> [Action item]: Find the string "JSON" in the data, and copy out each line that has it.

> [Data shown]:
■ ■ ■ ■

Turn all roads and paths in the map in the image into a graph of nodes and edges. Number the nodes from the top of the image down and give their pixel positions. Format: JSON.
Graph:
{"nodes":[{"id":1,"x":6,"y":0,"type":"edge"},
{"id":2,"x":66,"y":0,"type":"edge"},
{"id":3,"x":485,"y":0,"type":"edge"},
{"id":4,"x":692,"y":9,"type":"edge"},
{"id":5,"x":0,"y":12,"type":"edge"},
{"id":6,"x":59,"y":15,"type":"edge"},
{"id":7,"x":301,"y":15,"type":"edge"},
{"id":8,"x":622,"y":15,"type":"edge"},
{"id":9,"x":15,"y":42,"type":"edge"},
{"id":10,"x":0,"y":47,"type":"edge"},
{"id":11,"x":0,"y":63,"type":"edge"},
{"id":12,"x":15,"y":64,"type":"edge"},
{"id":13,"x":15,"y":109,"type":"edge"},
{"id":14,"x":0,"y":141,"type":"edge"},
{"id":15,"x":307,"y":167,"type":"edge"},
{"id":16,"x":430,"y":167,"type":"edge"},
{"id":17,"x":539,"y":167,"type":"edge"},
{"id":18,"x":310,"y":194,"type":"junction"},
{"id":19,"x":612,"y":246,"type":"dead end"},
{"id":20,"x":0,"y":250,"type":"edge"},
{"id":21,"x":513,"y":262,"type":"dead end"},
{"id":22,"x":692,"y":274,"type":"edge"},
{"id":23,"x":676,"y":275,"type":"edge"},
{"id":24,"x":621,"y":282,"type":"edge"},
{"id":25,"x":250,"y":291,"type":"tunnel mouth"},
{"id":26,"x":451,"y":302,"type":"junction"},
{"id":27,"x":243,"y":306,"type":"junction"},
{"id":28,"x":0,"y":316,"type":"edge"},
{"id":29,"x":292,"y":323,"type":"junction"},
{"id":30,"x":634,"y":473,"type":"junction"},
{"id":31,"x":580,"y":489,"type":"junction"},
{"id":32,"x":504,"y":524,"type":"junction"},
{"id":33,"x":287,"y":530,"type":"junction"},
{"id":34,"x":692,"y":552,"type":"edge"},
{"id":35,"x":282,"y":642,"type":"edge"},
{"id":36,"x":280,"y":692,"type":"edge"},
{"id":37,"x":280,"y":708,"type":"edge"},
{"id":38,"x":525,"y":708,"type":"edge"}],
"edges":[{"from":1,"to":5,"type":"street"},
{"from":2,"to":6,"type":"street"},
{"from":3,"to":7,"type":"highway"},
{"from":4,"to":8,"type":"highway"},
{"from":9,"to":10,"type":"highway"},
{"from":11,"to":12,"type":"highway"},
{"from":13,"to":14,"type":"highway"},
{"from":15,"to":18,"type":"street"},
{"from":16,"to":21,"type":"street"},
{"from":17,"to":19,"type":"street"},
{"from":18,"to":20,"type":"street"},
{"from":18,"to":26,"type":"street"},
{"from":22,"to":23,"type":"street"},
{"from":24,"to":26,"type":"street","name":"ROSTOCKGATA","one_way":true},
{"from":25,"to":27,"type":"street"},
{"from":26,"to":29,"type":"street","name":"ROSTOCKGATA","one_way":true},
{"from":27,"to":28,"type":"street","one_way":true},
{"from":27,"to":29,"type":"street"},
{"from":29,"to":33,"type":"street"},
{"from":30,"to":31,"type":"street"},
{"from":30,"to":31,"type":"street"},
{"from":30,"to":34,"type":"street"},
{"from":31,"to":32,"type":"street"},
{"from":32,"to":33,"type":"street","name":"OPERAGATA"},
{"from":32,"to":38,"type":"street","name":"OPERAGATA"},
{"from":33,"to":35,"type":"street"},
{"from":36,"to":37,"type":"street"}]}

■ ■ ■ ■

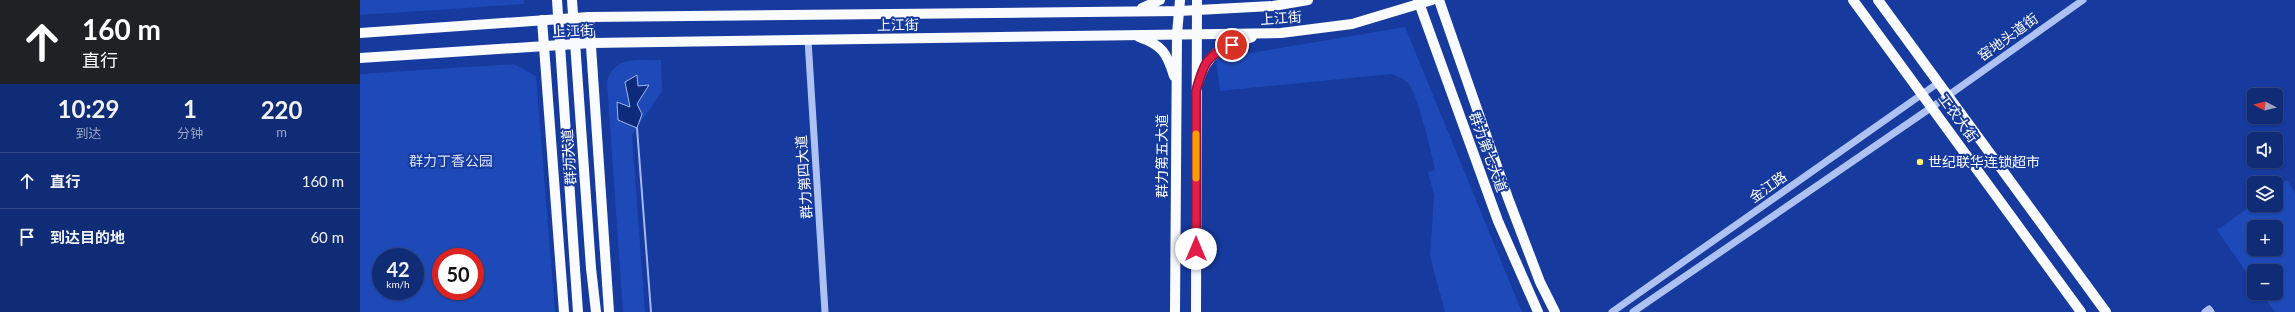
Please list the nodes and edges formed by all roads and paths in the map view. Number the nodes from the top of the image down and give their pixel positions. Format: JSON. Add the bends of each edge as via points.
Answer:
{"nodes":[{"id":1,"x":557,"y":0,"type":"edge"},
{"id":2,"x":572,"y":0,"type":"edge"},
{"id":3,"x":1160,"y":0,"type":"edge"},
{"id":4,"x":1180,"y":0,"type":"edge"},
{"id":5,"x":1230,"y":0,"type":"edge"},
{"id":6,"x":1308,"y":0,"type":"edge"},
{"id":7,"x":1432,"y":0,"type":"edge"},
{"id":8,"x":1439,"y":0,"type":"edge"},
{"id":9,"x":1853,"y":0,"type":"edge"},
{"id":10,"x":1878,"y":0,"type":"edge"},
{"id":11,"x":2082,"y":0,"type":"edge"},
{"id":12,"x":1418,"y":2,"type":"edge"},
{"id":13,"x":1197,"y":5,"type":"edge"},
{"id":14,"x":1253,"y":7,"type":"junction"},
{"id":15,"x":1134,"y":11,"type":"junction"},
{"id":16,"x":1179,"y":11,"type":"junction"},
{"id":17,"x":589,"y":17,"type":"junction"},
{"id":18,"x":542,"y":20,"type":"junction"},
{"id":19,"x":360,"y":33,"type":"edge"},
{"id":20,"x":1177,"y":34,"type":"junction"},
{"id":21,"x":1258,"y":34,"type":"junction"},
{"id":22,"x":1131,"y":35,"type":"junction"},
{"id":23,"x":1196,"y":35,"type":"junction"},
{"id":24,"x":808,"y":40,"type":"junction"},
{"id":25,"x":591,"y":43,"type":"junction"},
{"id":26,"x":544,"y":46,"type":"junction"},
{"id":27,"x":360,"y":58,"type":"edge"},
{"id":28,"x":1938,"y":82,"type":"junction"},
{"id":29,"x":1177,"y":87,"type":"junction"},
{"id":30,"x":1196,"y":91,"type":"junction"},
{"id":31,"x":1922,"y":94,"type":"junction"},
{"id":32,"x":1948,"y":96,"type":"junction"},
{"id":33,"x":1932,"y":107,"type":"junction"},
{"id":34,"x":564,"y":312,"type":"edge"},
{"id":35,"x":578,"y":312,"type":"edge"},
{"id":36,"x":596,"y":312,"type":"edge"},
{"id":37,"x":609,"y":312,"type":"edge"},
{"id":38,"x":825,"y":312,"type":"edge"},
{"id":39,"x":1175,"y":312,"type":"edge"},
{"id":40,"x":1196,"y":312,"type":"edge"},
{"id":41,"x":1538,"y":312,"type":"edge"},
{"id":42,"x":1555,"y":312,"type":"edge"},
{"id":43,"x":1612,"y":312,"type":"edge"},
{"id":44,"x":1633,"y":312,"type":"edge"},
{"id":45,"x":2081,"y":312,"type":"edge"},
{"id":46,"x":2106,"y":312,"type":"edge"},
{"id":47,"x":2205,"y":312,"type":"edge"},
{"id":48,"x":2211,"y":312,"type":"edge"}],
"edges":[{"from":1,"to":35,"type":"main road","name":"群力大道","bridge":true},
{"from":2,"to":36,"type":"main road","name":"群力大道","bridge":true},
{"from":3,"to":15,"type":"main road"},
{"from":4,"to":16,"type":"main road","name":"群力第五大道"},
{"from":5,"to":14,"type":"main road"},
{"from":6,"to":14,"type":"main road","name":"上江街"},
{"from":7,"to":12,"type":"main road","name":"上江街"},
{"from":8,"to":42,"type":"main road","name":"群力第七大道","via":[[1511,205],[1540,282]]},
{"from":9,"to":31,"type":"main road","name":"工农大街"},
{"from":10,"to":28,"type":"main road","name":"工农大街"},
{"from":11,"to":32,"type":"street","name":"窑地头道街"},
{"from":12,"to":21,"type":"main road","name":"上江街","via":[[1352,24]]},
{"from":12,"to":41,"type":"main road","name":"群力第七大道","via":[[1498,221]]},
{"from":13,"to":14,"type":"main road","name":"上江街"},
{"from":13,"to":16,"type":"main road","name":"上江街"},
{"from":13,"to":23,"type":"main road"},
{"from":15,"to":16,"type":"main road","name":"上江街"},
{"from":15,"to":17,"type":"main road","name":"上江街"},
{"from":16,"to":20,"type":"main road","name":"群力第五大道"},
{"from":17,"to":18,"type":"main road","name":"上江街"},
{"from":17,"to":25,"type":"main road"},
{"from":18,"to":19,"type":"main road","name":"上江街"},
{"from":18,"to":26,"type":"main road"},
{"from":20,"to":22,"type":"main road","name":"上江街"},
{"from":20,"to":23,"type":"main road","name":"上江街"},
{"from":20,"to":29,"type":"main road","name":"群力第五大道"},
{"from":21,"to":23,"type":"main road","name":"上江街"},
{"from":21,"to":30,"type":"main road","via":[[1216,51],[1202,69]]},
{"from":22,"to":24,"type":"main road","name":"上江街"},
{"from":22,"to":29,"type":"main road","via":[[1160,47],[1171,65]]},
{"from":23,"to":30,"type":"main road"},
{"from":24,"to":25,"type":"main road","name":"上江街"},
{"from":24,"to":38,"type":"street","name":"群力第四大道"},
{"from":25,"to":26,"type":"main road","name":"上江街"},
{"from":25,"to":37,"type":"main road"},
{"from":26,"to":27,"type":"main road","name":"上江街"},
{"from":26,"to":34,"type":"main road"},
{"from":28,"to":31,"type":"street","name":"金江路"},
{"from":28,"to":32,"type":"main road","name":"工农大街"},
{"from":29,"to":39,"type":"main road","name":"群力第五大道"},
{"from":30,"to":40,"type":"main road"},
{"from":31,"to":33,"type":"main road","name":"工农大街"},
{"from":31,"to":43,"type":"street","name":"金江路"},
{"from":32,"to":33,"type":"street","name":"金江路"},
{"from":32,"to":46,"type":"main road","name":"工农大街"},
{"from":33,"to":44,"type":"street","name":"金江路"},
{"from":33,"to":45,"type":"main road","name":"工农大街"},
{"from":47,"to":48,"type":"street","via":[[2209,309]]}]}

■ ■ ■ ■

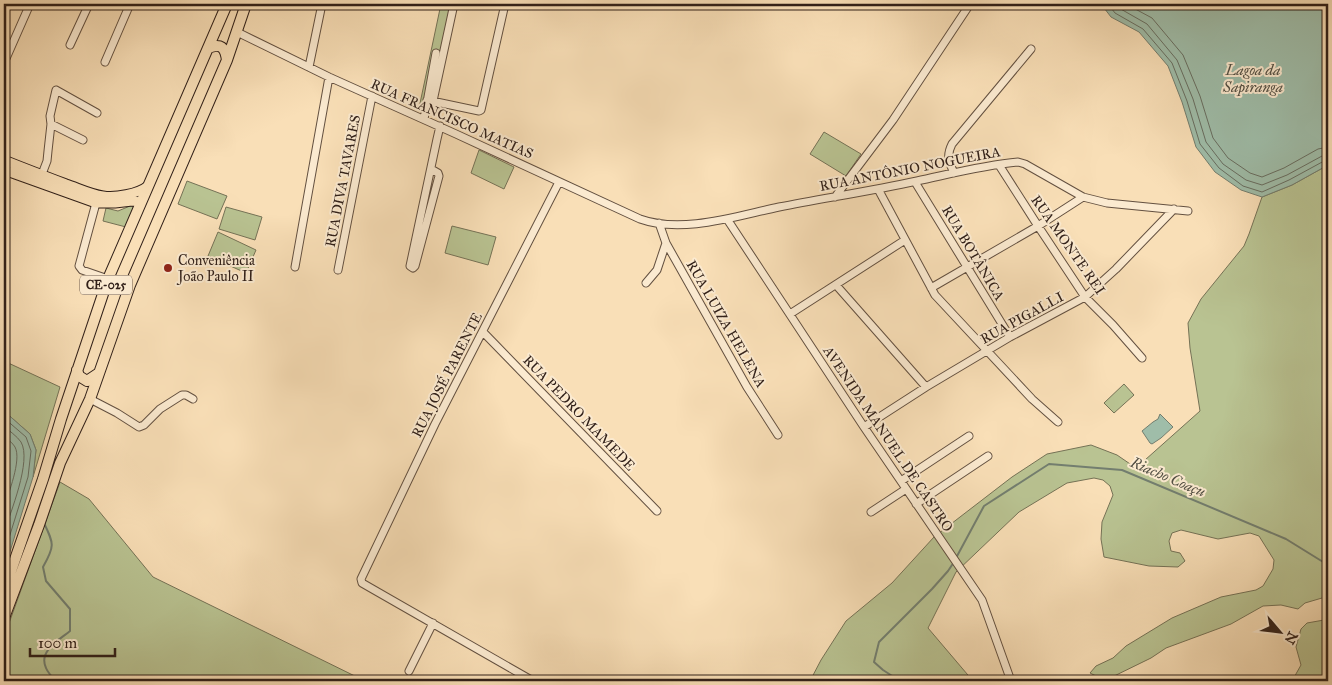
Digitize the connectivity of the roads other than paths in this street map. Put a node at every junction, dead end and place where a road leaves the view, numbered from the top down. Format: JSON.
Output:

■ ■ ■ ■

> [Solved exercise]:
Turn all roads and paths in the map in the image into a graph of nodes and edges. Number the nodes from the top of the image down and give their pixel positions. Format: JSON.
Please list the nodes and edges formed by all roads and paths in the map view. Number the nodes from the top of the image down and give their pixel positions. Format: JSON. Add the bends of each edge as via points.
Digitize the connectivity of the roads other than paths in this street map. Put a node at every junction, dead end and place where a road leaves the view, numbered from the top down. Format: JSON.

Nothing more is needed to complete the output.